§ **TASK**: Please write out exactly the lines of the data below from the line holding "font-size:13px; font-weight:400; color:var(--muted)" through the line holding "display:block; font-size:15px; white-space:nowrap", and leave out the rest.

= Beginning of Section =

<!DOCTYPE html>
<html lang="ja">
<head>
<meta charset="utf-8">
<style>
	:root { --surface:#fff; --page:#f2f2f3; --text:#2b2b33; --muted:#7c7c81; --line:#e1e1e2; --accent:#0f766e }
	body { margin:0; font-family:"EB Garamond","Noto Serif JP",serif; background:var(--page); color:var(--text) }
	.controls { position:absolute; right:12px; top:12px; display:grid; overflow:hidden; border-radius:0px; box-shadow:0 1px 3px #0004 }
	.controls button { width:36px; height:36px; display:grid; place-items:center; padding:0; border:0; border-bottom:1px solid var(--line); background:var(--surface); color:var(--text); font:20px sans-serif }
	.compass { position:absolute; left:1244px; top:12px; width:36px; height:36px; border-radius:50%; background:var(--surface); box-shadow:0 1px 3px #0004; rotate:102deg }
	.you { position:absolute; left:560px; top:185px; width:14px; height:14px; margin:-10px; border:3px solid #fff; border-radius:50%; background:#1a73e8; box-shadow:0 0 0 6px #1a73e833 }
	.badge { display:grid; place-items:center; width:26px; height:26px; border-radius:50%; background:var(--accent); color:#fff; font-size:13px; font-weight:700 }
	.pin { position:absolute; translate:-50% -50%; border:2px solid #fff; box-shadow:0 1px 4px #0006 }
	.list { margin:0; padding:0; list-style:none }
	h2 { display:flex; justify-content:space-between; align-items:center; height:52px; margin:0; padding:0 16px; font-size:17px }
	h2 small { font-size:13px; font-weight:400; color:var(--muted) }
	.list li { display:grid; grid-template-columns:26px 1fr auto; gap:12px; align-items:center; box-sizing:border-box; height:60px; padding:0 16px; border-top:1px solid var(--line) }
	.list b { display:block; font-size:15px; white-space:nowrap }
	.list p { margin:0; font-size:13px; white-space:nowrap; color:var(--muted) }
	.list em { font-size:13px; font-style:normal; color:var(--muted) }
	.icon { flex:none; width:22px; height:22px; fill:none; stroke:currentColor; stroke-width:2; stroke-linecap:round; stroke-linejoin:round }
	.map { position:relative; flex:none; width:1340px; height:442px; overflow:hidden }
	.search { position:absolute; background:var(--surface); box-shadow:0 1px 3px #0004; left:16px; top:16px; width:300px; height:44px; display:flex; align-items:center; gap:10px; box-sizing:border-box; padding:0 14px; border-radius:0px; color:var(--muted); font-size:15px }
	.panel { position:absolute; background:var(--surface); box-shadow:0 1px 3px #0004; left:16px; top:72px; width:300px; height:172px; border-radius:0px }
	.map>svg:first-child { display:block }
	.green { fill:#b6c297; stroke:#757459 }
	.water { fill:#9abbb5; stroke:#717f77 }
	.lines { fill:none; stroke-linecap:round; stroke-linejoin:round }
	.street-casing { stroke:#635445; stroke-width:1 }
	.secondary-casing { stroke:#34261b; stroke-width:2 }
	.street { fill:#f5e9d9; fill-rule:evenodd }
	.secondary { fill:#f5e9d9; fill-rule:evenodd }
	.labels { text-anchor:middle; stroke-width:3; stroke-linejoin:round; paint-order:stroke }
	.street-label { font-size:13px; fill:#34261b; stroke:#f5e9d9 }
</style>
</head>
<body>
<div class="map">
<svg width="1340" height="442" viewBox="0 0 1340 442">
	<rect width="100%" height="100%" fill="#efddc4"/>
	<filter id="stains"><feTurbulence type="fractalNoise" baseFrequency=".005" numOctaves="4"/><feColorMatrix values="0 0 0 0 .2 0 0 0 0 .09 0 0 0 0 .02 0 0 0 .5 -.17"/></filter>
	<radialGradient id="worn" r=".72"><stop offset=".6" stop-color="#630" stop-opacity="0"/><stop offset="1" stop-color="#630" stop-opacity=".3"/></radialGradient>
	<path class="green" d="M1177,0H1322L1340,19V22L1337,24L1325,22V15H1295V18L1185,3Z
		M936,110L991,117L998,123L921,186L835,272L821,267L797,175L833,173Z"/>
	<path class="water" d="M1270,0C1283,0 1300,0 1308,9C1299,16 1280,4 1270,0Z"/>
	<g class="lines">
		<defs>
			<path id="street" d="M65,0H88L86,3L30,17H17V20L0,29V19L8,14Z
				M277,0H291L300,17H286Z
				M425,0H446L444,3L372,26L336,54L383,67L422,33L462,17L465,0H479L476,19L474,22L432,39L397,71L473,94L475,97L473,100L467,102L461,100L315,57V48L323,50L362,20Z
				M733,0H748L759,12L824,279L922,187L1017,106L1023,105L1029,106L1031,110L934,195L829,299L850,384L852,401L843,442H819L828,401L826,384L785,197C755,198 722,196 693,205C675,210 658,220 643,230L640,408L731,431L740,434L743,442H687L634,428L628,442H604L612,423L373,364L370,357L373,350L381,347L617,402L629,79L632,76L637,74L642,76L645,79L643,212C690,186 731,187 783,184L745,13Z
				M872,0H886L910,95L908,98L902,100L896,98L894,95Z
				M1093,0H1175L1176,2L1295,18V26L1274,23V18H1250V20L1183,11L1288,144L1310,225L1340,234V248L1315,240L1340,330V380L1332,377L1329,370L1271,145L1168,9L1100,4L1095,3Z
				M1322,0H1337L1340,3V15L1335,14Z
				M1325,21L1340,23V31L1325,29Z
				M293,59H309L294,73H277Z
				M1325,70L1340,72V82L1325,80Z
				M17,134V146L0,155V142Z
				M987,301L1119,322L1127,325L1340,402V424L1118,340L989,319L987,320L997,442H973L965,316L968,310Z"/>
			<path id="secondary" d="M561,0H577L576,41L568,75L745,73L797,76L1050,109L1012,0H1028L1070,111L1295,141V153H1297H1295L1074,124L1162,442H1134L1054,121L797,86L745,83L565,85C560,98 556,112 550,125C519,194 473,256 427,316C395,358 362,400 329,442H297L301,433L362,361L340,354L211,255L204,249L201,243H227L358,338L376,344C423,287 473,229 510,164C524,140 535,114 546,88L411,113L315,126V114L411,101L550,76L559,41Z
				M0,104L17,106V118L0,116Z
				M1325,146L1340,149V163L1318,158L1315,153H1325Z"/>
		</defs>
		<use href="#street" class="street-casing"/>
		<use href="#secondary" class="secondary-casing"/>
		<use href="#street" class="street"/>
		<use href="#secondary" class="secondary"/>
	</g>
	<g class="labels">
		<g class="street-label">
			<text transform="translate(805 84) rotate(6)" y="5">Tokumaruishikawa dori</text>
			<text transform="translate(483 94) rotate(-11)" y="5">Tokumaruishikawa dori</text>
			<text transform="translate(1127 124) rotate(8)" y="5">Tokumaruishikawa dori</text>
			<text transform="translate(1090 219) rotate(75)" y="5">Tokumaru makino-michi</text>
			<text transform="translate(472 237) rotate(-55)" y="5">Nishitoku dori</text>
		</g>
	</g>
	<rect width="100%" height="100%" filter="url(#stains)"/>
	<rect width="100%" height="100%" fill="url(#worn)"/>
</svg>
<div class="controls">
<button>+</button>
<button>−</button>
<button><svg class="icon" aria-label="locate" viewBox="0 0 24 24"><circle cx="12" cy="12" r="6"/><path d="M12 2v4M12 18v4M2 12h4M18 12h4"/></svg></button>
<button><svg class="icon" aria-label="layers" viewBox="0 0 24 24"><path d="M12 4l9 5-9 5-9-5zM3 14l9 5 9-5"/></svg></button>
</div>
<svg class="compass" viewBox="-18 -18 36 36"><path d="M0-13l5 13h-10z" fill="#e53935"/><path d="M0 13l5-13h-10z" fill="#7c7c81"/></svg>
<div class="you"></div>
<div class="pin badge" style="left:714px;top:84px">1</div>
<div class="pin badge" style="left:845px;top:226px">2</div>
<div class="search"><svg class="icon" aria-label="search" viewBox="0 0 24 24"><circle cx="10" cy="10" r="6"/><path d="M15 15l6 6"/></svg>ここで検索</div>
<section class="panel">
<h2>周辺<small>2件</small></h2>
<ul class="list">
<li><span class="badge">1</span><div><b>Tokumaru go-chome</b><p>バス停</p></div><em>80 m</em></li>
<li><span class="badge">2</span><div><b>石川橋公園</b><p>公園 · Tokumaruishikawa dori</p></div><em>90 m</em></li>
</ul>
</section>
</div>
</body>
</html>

= End of Section =

§ **RESPONSE AREA**:
	h2 small { font-size:13px; font-weight:400; color:var(--muted) }
	.list li { display:grid; grid-template-columns:26px 1fr auto; gap:12px; align-items:center; box-sizing:border-box; height:60px; padding:0 16px; border-top:1px solid var(--line) }
	.list b { display:block; font-size:15px; white-space:nowrap }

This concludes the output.